A group of communal landholders from Cerro Prieto and Jesús de Nazareno, Michoacán, this week denounced the presence of logging crews in the Sierra Chincua Sanctuary, in the heart of the Monarch Butterfly Biosphere Reserve, where they cleared about nine hectares of forest.
After reports of illegal logging in May, residents became impatient over what they felt was a slow response by environmental authorities and took matters into their own hands by detaining three alleged loggers on November 5.
The three individuals were transported to Zitácuaro and turned over to the public prosecutor’s’ office. A few hours later they were released on bail.
The people living on the communal lands, or ejidos, are demanding punishment for those guilty of cutting down some 300 trees, as well as a stronger presence of security forces.
“The government should enforce the law,”said Eliseo Valdez Cruz, from Cerro Prieto. “How is it possible that they [alleged woodcutters] were detained, taken to the prosecutor, and then released on bail? This is a protected area. The law says that anyone caught felling trees should get five to eight years in jail.

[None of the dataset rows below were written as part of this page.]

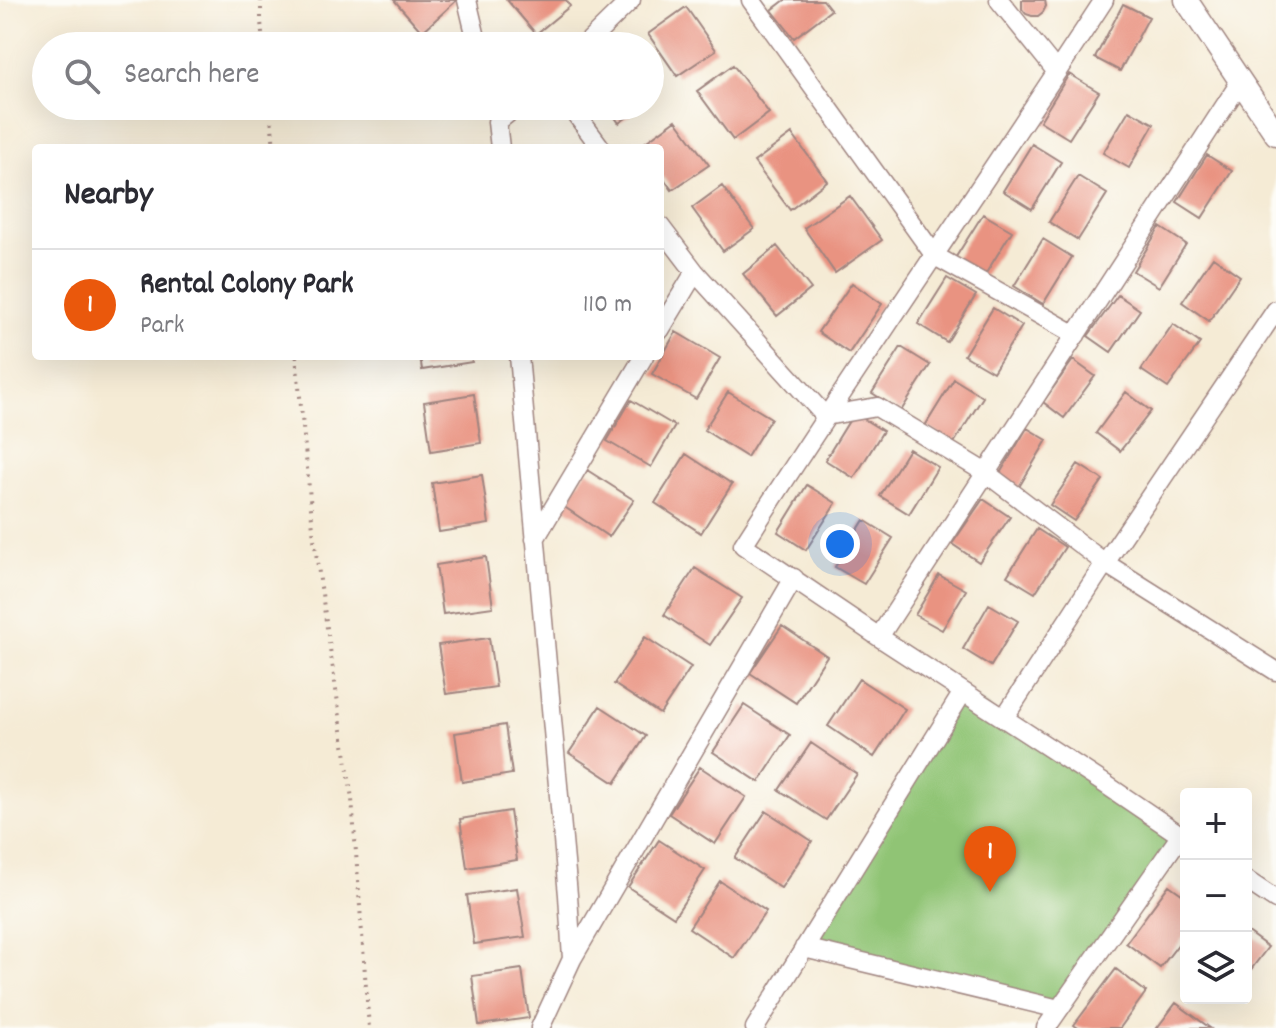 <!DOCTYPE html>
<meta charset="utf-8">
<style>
:root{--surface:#fff;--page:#f7f7f7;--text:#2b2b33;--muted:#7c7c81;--line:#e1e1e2;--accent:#ea580c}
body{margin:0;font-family:Dekko,sans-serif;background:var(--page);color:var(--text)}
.controls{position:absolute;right:24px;bottom:24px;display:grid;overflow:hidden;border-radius:8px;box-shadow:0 8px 32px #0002}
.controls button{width:72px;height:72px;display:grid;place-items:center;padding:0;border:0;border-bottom:2px solid var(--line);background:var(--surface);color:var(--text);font:40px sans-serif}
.you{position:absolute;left:840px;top:544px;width:28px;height:28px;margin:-20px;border:6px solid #fff;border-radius:50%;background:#1a73e8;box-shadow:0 0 0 12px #1a73e833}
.badge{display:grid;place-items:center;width:52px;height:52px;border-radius:50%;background:var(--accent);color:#fff;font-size:26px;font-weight:700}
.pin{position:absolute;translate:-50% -66px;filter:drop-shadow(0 2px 4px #0008)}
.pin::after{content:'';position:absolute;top:42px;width:28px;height:24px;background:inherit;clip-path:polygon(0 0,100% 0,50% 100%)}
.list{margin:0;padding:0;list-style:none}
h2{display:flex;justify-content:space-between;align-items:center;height:104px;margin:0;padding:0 32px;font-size:34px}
h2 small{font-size:26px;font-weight:400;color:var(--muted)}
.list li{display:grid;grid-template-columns:52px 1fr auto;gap:24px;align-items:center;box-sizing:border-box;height:112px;padding:0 32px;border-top:2px solid var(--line)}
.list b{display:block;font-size:30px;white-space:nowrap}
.list p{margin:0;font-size:26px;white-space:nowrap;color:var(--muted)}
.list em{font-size:26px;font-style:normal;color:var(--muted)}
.icon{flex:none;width:44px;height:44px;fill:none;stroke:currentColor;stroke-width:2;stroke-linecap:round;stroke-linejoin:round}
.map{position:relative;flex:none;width:1276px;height:1028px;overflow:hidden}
.search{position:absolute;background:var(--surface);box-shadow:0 8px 32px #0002;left:32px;top:32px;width:632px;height:88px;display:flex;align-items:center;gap:20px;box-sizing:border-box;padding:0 28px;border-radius:44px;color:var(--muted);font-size:30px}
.panel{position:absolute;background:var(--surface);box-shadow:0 8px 32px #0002;left:32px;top:144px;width:632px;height:216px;border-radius:8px}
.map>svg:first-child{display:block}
.green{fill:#90c475;stroke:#6d7250;stroke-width:2}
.building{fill:#e99381}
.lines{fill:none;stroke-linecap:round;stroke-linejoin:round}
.minor-casing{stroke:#a08580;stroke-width:21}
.tertiary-casing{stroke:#a08580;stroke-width:25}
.path{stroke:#a08580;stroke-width:4;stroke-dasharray:2 6;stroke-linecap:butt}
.minor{stroke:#fff;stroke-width:18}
.tertiary{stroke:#fff;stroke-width:22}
</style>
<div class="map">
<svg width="1276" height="1028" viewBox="0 0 1276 1028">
<rect width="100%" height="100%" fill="#fdfcf7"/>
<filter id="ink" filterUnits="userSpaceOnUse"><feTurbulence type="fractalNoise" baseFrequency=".0125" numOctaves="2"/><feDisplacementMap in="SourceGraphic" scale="16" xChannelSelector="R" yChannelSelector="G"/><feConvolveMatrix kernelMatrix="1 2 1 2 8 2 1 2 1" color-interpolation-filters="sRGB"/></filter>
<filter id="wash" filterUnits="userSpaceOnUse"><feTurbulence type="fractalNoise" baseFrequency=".006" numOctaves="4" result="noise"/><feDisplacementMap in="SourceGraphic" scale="32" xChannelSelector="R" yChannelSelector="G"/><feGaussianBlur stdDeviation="1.8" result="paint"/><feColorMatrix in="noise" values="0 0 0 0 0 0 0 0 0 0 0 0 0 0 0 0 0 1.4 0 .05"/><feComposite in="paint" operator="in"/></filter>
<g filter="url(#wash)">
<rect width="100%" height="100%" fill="#f5ebd5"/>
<path class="green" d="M963 692 1181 835 1059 1009 804 948Z"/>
<g id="blocks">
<path class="building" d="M394 0H457L422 32Z
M507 0H566L570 6 536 34Z
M785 0H823L831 10 794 38 772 10Z
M1022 0H1045L1046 6 1043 12 1038 16H1032L1026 14 1022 9Z
M1123 4 1149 17 1120 71 1095 58Z
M686 7 716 50 677 76 648 34Z
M733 65 769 113 733 140 697 91Z
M1069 74 1099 92 1069 139 1040 121Z
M399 106H459V108L399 113Z
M607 106H642L619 123Z
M1129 110 1154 124 1129 168 1103 153Z
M676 120 709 165 672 190 660 173V148H642L640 146Z
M792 134 827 181 790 210 754 162Z
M1032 144 1061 162 1032 209 1003 191Z
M1207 155 1232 171 1202 218 1177 202Z
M1078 176 1107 194 1078 240 1049 222Z
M722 186 754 229 723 251 692 208Z
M850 196 882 240 835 273 804 228Z
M983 214 1012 231 983 278 954 260Z
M1160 227 1186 244 1159 287 1133 271Z
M1043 239 1072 257 1043 304 1014 286Z
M777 246 811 289 777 316 743 274Z
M1213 257 1240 276 1209 321 1182 302Z
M947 278 976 295 947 342 918 324Z
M852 283 882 304 849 353 818 332Z
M1118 295 1140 310 1111 352 1088 336Z
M993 308 1022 326 993 372 964 355Z
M1173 324 1200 343 1168 388 1141 370Z
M676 332 720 358 696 399 652 374Z
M901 347 930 365 901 411 872 393Z
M420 356H471L472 362 422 370Z
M1073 360 1095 376 1064 418 1043 402Z
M954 379 983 397 954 443 925 426Z
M728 392 771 418 747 457 704 430Z
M1126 392 1151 411 1120 451 1096 433Z
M474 394 481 443 431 451 424 402Z
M631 400 675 426 651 467 607 441Z
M854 413 883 431 854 478 825 460Z
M1027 428 1047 440 1019 487 999 475Z
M909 449 938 467 909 514 880 496Z
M686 454 732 484 701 533 655 503Z
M1078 464 1103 480 1074 521 1050 505Z
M587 470 634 500 609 537 563 506Z
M482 475 489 524 439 532 432 483Z
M807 485 836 503 806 550 778 532Z
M983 499 1010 517 979 562 952 544Z
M864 520 893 538 864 584 835 567Z
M1037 529 1065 547 1035 593 1007 576Z
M486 557 493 607 443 614 436 565Z
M695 568 742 598 710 645 664 615Z
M939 575 966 590 942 630 915 615Z
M989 604 1018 621 991 666 963 649Z
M782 626 827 656 796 703 750 673Z
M645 637 691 667 660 714 614 684Z
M489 638 496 687 446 694 438 645Z
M859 679 905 709 874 757 828 726Z
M744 705 790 735 759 782 713 752Z
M600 706 646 736 615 783 569 753Z
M505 725 512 774 462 782 455 733Z
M811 743 857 774 826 820 779 790Z
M700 767 746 797 715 844 669 814Z
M510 811 517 860 467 868 460 819Z
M766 811 812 841 781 888 735 858Z
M659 840 705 870 674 917 628 887Z
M720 881 766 911 734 958 689 928Z
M1169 885 1186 897V934L1160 968 1126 943Z
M517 888 525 937 474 944 467 895Z
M1246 931 1268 947 1246 976Z
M522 969 529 1018 479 1025 472 976Z
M1116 969 1146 992 1120 1028H1078L1074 1025Z
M1176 1003 1210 1028H1157Z"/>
</g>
</g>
<g filter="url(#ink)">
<use href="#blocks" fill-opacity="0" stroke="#a08580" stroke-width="2"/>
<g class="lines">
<g class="minor-casing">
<path id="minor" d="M467 0 478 46
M751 0 935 256 1076 335
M999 0 1057 72
M1104 0C985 183 860 361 743 545L879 637 1105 784 1186 839
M584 46 631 0
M570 106 601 148
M500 148 497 122 517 106
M660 226 695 272 825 416 877 407 986 473 1105 563 1004 718
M1276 310 1105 563 1276 671
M660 330 695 272
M519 356 568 895 572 959 794 578
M535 539 644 356
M879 637 1241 81
M1246 880 1276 900
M804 948 1059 1009
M540 1028 572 959
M755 1028 963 692
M1046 1028 1181 835"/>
</g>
<g class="tertiary-casing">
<path id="tertiary" d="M1186 0 1276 134"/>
</g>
<path class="path" d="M261 0V21L263 46
M270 106 274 148
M296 356 314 539 352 799 369 1028"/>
<use href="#minor" class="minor"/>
<use href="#tertiary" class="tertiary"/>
</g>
</g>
</svg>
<div class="controls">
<button>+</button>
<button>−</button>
<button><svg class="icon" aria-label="layers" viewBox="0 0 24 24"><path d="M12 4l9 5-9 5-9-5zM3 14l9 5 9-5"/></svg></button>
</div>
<div class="you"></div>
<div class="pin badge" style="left:990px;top:892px">1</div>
<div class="search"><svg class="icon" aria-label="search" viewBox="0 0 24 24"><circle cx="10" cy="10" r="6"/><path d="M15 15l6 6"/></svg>Search here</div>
<section class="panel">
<h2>Nearby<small></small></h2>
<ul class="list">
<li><span class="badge">1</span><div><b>Rental Colony Park</b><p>Park</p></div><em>110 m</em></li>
</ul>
</section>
</div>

“We demand more soldiers to put an end to this, or that [the authorities] grant us more power to take care of the forest ourselves.”
Gloria Tavera, representing Conanp, the national commission of protected areas, acknowledged the rise in illegal logging in the monarchs reserve, and that nine hectares have been affected in the Sierra Chincua area.
“Organized groups or lone individuals took advantage of the power vacuum during the change of elected authorities and illegally entered the sanctuaries. Today we’ve put a halt to this.
“What we’re working on now is a restoration strategy for that territory,” said Tavera, who is also the secretary of the Trinational Monarch Butterfly Protection Task Force.
Ignacio Millán of Profepa said the environmental agency has reports that only 100 square meters have been affected by illegal logging. He also said that the well-being of Profepa inspectors is at risk due to social conditions in Michoacán, and has asked for coordinated efforts between the armed forces and federal and state environmental authorities.
Millán also highlighted that there are areas of forest with uncertain designations: “Some areas have been declared national [federal], others of the state. At the end of the day nobody’s in charge.
“I believe that those lands should be either expropriated by the federal authority or intervened at a higher level by the [local] government.”